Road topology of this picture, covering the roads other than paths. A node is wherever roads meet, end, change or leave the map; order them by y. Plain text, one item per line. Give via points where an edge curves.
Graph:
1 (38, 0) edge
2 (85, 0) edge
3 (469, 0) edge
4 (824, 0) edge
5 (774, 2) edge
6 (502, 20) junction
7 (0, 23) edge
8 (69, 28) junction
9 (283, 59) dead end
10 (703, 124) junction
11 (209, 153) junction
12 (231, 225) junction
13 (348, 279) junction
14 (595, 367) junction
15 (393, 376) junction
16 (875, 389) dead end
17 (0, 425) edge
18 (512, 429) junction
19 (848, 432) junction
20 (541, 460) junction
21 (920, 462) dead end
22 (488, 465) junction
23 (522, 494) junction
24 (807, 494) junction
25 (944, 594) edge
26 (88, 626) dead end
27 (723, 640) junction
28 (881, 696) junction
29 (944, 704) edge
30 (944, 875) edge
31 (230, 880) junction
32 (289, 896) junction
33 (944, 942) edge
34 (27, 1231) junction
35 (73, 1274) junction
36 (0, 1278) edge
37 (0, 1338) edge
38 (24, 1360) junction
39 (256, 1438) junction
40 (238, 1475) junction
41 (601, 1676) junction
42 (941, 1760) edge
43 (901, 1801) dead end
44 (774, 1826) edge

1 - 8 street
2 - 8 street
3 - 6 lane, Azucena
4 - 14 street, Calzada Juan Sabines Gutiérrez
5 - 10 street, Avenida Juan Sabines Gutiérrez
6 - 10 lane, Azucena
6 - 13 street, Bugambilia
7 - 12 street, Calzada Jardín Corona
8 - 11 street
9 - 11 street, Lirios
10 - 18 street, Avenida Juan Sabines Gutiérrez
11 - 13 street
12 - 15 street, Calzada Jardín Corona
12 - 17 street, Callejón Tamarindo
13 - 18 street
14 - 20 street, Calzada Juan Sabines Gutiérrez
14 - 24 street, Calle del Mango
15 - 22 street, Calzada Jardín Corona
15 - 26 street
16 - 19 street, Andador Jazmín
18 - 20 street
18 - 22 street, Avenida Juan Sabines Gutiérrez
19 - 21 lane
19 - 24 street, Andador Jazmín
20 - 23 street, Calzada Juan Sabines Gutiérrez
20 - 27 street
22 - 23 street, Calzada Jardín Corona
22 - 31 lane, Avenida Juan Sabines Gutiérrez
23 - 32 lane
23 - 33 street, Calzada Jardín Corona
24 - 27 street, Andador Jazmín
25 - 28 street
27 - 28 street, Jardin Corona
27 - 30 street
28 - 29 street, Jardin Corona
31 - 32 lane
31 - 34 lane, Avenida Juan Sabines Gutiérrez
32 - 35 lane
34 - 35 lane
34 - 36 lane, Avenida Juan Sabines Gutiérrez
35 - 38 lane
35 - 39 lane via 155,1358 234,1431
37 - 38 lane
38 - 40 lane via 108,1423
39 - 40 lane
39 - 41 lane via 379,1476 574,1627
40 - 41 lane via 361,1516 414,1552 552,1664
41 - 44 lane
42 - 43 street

--------------------

Using the same words as the original, repeat the records above.

[OUTPUT FOR THIS EXERCISE]:
Road topology of this picture, covering the roads other than paths. A node is wherever roads meet, end, change or leave the map; order them by y. Plain text, one item per line. Give via points where an edge curves.
Graph:
1 (38, 0) edge
2 (85, 0) edge
3 (469, 0) edge
4 (824, 0) edge
5 (774, 2) edge
6 (502, 20) junction
7 (0, 23) edge
8 (69, 28) junction
9 (283, 59) dead end
10 (703, 124) junction
11 (209, 153) junction
12 (231, 225) junction
13 (348, 279) junction
14 (595, 367) junction
15 (393, 376) junction
16 (875, 389) dead end
17 (0, 425) edge
18 (512, 429) junction
19 (848, 432) junction
20 (541, 460) junction
21 (920, 462) dead end
22 (488, 465) junction
23 (522, 494) junction
24 (807, 494) junction
25 (944, 594) edge
26 (88, 626) dead end
27 (723, 640) junction
28 (881, 696) junction
29 (944, 704) edge
30 (944, 875) edge
31 (230, 880) junction
32 (289, 896) junction
33 (944, 942) edge
34 (27, 1231) junction
35 (73, 1274) junction
36 (0, 1278) edge
37 (0, 1338) edge
38 (24, 1360) junction
39 (256, 1438) junction
40 (238, 1475) junction
41 (601, 1676) junction
42 (941, 1760) edge
43 (901, 1801) dead end
44 (774, 1826) edge

1 - 8 street
2 - 8 street
3 - 6 lane, Azucena
4 - 14 street, Calzada Juan Sabines Gutiérrez
5 - 10 street, Avenida Juan Sabines Gutiérrez
6 - 10 lane, Azucena
6 - 13 street, Bugambilia
7 - 12 street, Calzada Jardín Corona
8 - 11 street
9 - 11 street, Lirios
10 - 18 street, Avenida Juan Sabines Gutiérrez
11 - 13 street
12 - 15 street, Calzada Jardín Corona
12 - 17 street, Callejón Tamarindo
13 - 18 street
14 - 20 street, Calzada Juan Sabines Gutiérrez
14 - 24 street, Calle del Mango
15 - 22 street, Calzada Jardín Corona
15 - 26 street
16 - 19 street, Andador Jazmín
18 - 20 street
18 - 22 street, Avenida Juan Sabines Gutiérrez
19 - 21 lane
19 - 24 street, Andador Jazmín
20 - 23 street, Calzada Juan Sabines Gutiérrez
20 - 27 street
22 - 23 street, Calzada Jardín Corona
22 - 31 lane, Avenida Juan Sabines Gutiérrez
23 - 32 lane
23 - 33 street, Calzada Jardín Corona
24 - 27 street, Andador Jazmín
25 - 28 street
27 - 28 street, Jardin Corona
27 - 30 street
28 - 29 street, Jardin Corona
31 - 32 lane
31 - 34 lane, Avenida Juan Sabines Gutiérrez
32 - 35 lane
34 - 35 lane
34 - 36 lane, Avenida Juan Sabines Gutiérrez
35 - 38 lane
35 - 39 lane via 155,1358 234,1431
37 - 38 lane
38 - 40 lane via 108,1423
39 - 40 lane
39 - 41 lane via 379,1476 574,1627
40 - 41 lane via 361,1516 414,1552 552,1664
41 - 44 lane
42 - 43 street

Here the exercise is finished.